Dosia was like that at first too. He was very hesanant and unsure. I think mostly cause he'd never really had much time in a pool and the distance can be quite intimidating for them. I think sinse she loves the water and swimming she would do great with this. Try to find a decoy that really gets her prey drive going. I use the ducks cause they have funky squeakers in that that kinda sound like your strangling a duck. They drive him absolutely crazy and they're in the discount bins in Walmart  if you have and docks with boat ramps around your area that is a great place to start. That's where we started. I walked down the boat ramp into the water with him first and just did some fetching with him at first to get him warmed up and then he knew where to go to get out. When we actually went up on the dock I knelt down next to him and threw the duck somewhat close but far enough for a small jump. At first he didn't know what to do and was hesatant so I splashed my hand into the water and splashed at the duck and it made him crazy enough to jump lol. He's a freakin mad man in the river too. Freaking dog can hold his breath longer than most people I know. It's kind of amazing actually. I posted a vid on my Facebook about his special rock lol watch it if you get a chance he holds his breath for days in his little pool 

Here's a pic up in Trinity. I don't know how the hell he did it either that shit was cold lol.


----------



## cEElint (Oct 6, 2009)

Haha.. that pic is great. But yea, I have 2 lakes 30 min away


----------



## circlemkennels (Aug 29, 2010)

great pics!! D is looking good!!


----------



## Firehazard (Dec 4, 2009)

kg420 said:


> Thanks a ton Stan  he really has taken to this and is really making me proud. I stupidly hurt myself again a little while back so we hadn't practiced as much as we would have likes to but he has been making great progress. He is doing really good with his drag training as well  we did 2 WP demos at the Dog Sports Expo and he peeled the whole carpet up with his giant tire. It was pretty funny.* One little girl really adored him and wanted to sit on his tire and go for a ride but her mom was not having any of that lol. I told her we use my 4 year old as extra weight all it time it's cool  that boy is a super mush when it comes to little kids  He and my son are pretty much inseparable.
> Any who there are a few pulls down south and one up in WA that I'm hoping to make it to in the next few months. I think one I get him back on his good diet and exercise routine he's gunna rock the rails. Boy really does love to work *


:cheers::cheers: :goodpost:


----------



## Celestial88 (Mar 14, 2011)

Are you going to enter the September competition? Also, there's classes in the fall.


----------



## Celestial88 (Mar 14, 2011)

I had a reply all typed out and friggen got aten.

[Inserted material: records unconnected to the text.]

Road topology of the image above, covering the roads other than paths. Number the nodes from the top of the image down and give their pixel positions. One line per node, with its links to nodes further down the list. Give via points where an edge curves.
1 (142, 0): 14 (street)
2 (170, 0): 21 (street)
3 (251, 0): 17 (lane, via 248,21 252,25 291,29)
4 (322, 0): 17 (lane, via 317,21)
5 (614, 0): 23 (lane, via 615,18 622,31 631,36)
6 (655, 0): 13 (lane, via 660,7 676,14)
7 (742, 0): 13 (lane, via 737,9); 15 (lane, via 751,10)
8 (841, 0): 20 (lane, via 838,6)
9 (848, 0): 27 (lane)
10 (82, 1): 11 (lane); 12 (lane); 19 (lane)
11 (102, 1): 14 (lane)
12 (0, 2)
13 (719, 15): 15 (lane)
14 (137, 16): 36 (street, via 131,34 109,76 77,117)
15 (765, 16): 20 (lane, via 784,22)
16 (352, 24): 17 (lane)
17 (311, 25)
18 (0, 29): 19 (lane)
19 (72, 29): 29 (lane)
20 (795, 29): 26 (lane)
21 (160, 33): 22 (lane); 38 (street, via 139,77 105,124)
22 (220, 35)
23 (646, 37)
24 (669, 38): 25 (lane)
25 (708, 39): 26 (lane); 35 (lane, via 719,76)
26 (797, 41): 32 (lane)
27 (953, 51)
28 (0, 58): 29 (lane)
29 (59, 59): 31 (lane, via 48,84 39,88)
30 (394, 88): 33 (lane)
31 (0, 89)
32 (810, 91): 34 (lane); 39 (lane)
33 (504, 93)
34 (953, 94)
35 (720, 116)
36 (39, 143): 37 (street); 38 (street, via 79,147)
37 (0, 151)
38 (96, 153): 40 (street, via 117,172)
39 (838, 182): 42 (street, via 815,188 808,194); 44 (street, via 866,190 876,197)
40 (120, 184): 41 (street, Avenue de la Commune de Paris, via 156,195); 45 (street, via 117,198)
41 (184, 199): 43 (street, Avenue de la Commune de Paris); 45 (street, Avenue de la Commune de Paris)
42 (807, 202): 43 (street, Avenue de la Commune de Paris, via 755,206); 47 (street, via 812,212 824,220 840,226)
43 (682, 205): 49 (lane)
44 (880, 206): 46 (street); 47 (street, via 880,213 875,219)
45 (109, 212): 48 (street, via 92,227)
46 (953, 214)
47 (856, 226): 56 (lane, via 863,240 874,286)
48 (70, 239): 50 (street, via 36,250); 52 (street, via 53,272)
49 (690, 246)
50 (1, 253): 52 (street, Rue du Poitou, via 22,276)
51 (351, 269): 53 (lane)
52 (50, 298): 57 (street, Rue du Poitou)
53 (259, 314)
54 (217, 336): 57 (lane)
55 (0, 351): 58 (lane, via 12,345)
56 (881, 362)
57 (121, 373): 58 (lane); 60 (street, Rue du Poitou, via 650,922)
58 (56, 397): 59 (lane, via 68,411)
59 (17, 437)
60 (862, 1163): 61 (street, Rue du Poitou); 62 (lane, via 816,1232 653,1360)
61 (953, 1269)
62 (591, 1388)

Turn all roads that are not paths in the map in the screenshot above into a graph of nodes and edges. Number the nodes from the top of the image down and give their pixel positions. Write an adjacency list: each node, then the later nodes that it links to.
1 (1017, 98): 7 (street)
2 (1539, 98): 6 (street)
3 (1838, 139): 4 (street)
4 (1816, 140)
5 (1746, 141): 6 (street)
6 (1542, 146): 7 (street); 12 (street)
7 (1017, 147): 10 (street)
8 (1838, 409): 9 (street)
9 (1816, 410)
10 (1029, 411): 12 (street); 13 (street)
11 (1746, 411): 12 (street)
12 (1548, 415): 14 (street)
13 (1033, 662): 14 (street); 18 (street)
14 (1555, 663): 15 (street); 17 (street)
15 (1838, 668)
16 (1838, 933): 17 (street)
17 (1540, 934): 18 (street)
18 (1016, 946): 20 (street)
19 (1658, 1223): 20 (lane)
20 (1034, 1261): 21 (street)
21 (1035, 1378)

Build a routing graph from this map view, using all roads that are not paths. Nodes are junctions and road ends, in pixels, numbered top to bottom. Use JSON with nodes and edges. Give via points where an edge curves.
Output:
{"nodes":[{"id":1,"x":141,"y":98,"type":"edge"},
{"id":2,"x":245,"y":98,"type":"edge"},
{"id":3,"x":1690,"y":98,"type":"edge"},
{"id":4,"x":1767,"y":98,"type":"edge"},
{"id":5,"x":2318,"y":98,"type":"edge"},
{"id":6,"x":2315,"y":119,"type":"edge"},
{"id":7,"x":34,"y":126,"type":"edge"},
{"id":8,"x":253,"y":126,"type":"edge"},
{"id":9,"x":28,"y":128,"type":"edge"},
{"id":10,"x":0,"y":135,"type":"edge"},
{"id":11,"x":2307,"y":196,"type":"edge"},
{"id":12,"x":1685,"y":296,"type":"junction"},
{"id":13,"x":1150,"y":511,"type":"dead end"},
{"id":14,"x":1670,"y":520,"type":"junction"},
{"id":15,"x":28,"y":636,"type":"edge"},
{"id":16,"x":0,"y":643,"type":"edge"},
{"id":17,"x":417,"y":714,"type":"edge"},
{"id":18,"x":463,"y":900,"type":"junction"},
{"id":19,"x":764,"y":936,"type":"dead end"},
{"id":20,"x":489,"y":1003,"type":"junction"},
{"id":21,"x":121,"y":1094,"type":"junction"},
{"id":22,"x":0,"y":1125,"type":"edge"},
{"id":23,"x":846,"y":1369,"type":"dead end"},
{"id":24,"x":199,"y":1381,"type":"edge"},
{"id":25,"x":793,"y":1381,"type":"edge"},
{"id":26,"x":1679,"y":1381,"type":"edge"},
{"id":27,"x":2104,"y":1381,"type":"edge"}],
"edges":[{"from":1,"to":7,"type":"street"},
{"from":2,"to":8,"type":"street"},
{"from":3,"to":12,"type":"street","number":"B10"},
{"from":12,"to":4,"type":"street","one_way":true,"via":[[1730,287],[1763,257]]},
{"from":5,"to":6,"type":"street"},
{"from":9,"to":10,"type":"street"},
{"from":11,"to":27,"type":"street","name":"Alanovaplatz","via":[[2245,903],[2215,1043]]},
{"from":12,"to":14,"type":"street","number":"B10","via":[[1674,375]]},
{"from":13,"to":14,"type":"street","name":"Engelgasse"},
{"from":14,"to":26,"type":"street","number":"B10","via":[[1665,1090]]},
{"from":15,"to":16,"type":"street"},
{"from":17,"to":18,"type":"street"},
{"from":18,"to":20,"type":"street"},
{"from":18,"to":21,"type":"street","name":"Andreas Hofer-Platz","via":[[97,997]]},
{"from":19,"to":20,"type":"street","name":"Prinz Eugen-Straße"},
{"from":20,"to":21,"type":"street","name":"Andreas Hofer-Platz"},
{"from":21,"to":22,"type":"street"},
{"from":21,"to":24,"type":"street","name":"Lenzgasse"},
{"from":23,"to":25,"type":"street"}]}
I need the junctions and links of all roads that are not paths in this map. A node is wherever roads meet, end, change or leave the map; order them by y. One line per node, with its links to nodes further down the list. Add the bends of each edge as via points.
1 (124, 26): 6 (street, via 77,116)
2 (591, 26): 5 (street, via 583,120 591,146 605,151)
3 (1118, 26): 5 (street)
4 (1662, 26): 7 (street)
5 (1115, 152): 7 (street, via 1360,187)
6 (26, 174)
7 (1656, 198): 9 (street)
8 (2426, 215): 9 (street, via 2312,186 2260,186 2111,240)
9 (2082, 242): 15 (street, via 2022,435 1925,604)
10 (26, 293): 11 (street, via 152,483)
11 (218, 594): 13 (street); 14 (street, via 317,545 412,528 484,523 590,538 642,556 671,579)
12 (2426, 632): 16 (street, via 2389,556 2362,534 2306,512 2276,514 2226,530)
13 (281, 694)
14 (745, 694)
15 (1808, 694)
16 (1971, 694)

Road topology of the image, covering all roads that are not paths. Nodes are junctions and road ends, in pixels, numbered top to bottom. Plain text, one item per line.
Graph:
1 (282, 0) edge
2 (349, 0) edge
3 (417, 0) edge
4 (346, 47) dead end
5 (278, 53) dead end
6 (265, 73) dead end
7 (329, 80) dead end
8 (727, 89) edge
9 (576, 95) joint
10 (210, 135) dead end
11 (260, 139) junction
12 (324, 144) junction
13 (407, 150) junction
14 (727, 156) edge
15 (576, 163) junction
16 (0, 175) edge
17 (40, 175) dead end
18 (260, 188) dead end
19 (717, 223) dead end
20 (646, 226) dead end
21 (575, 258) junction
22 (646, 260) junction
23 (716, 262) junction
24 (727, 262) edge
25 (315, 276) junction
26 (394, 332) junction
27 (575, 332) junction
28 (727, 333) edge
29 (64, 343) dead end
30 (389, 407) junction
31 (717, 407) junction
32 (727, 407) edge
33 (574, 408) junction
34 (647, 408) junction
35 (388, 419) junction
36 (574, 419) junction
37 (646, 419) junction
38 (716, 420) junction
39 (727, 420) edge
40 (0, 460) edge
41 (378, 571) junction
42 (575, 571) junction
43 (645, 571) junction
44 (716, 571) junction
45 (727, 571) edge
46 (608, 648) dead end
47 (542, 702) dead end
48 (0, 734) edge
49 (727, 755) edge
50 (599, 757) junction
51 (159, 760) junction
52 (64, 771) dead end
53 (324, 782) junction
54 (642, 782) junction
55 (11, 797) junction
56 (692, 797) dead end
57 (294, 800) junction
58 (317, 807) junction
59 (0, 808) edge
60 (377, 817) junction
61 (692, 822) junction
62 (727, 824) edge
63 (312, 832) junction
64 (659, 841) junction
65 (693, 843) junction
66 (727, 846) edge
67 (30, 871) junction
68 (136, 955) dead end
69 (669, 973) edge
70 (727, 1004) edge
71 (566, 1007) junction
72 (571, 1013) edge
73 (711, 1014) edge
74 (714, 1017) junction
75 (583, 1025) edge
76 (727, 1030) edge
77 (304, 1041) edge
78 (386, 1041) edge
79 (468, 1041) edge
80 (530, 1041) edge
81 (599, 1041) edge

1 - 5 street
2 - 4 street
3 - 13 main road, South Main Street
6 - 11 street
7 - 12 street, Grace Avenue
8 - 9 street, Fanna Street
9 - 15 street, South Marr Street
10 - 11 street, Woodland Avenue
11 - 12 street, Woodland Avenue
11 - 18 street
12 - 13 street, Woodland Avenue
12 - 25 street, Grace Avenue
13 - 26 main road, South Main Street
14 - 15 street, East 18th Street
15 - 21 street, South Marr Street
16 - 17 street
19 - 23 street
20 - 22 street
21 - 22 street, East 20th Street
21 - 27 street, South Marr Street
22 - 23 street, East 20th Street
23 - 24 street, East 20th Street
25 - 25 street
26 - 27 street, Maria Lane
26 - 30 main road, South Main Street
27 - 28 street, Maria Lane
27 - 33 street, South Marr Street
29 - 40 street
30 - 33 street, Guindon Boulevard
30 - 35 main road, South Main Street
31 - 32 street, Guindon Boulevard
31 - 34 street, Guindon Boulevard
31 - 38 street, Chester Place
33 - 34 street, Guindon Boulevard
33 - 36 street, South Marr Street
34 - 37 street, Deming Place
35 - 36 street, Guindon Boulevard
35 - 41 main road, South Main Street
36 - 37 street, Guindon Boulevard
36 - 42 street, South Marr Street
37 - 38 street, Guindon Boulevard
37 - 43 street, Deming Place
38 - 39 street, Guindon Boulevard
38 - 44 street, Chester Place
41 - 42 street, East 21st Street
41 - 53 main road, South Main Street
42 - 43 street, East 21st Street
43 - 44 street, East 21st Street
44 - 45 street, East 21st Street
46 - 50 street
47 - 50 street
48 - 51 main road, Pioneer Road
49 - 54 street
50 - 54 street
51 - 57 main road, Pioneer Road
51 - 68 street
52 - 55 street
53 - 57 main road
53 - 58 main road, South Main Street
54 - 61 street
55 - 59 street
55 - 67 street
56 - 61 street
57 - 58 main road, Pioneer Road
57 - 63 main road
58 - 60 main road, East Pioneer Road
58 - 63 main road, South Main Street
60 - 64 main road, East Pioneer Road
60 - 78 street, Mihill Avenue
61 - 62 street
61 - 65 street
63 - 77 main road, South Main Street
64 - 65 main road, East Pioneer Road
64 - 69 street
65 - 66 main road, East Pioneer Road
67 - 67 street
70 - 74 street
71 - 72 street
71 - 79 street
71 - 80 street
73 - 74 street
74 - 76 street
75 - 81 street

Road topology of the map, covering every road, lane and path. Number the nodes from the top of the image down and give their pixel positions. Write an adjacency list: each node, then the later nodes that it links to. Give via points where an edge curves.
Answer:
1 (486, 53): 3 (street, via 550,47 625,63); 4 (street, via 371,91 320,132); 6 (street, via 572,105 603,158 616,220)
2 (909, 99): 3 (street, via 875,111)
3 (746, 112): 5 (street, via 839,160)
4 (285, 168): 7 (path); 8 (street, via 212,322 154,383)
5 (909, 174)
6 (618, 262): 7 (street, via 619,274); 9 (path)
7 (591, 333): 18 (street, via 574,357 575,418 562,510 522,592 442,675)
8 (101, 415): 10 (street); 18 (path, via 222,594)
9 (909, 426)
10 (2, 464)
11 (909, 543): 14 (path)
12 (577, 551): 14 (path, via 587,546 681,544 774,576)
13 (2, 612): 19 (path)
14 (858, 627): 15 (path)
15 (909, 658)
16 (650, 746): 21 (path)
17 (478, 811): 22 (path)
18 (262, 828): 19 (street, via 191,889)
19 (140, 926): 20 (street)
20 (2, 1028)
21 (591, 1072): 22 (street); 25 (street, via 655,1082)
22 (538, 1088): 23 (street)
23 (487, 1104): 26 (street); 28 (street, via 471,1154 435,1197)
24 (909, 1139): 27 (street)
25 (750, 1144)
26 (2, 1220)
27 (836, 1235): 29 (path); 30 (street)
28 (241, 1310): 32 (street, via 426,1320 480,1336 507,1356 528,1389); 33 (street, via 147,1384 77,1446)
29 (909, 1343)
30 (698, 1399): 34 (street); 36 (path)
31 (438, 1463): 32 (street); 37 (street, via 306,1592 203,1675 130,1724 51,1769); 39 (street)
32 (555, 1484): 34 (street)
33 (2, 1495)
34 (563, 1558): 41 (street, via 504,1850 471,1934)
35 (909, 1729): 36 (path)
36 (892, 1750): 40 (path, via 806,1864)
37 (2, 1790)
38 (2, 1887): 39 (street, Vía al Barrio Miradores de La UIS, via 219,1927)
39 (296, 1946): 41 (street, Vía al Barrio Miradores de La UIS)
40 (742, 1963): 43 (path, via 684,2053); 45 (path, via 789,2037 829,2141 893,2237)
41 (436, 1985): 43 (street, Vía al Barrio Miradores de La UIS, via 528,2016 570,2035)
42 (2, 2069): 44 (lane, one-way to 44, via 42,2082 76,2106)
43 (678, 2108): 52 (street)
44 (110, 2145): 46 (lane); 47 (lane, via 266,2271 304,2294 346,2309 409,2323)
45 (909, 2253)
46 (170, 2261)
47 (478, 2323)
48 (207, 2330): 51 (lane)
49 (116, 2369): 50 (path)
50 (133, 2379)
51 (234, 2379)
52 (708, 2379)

That would be a fantastic idea though! Bring sleds and have the audience volunteer as weight.

Dosia is doing great! He'll improve with time! Hell, Dakota jumped 11'1 during his class, 16'1 at his first jump, and now he jumps around 20-21, his best is 21'3. Never saw that coming when he first started out, a light clicks and they start to get it. Just keep doing a great job with him!

There were several other Pit Bull-type dogs that were there, some were clear mixes, one good looking boy I liked.

The bully mentioned is Gunner, he makes the funniest noises while waiting in line. His vest is a gun/retriever vest used to warm/keep the dogs dry. I want to get Alice one but those things are $50 a pop.









I liked this boy









This sweet gal









I think they said this gal was like Pit/Shepherd, something like that, still very young









They said she was a pit mix, who knows









Danger, colored similar to Alice but not as rich. She's a good jumper too.









And this boy who didn't jump


----------



## Black Rabbit (Nov 14, 2009)

The second pic, he was a beautiful boy but man I really wanted to smack his owner. He was so freakin rude it was unreal. His dog kept lunging and going after other dogs and he damn near knocked an older woman over when he went after her dog. He got warned to control his dog or he was going to have to leave. 
Gunner is a pretty boy but his owner is kind of an air head lol. 
Yea were going to enter all the jumps we can but I don't think well be doing the classes. It's too far of a drive when I have a dock to practice at about 3 mins from the house


----------



## Celestial88 (Mar 14, 2011)

I didn't catch much of the drama since I was on the dock mostly. Though I did see the jerks who shoved/tossed their dogs in. One wouldn't go near her owner afterward.

And yeah... I'm just.. ugh.. about them.


----------



## Black Rabbit (Nov 14, 2009)

Yea that was really sad. That poor dog looked traumatized after getting pushed in. Poor baby. If I was working for them I would have asked a lot more people to leave. I can't stand seeing people be so disrespectful. That guy and his dog scared that poor lady and it's no surprise she's afraid of this breed when all she sees is owners like that.


----------



## Celestial88 (Mar 14, 2011)

Since they were putting the event on through Splash Dogs they had to follow their rules. :/

A lot of people were getting pissed at their dogs for not jumping, the guys who had that black and tan kept making snide comments like "Way to let your dad down dog" 

Then again, it's hard to put on an event with so many dogs (70 I think) and not get a few duds.


----------



## dylroche1 (Mar 14, 2010)

Very nice pics :]... Love water dogs


----------